By: John Miner | Comments | Related: > TSQL
Problem
On any given day, a typical business user might want to know a distinct list of values in a particular column. For instance, give me a list of unique job titles in the Adventure Works company. If the number of job titles is extremely large compared to the number of employees, a restructuring of titles by the Human Resources department might be in order. Additionally, we might want a distinct count of job titles versus a total count of employees. The first example uses the DISTINCT clause with the SELECT statement and the second example demonstrates the use of the DISTINCT clause within an AGGREGATE FUNCTION.

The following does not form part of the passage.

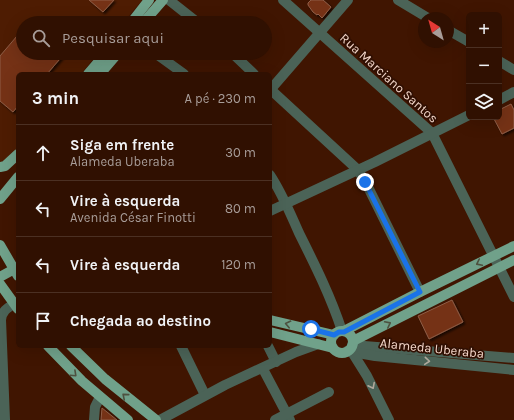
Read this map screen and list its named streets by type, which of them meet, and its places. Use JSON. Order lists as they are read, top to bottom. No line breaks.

In this brief SQL tutorial, we will review both use cases the DISTINCT clause in detail.
Solution
Today, we are going to re-use the IaaS and PaaS databases that we setup in a prior tip as our lab environment. Before we craft queries against the Adventure Works sample database, I will show you how to create a simple dataset (table) in TEMPDB that can be used to test sample queries. One appealing fact about a simple dataset is the ability to see the results of a query given a limited number of rows. I have used similar tables in the past when posting answers to questions on Stack Overflow. The complete set of Transact SQL examples is enclosed at the end of the article.
Pets Sample Dataset
I truly believe that every pet deserves a loving home. That is why we rescued both a Female Terrier mix (dog) named Ella and a Male Siberian (cat) named Ziggy from local animal shelters. Our tiny example PETS table will have 6 records in which data reflect the images seen below. The images were taken from Oxford Pets Dataset which can be used by Machine Learning Algorithms to classifying images as either cat or dog. In short, just want to make my PETS table more interesting with pictures!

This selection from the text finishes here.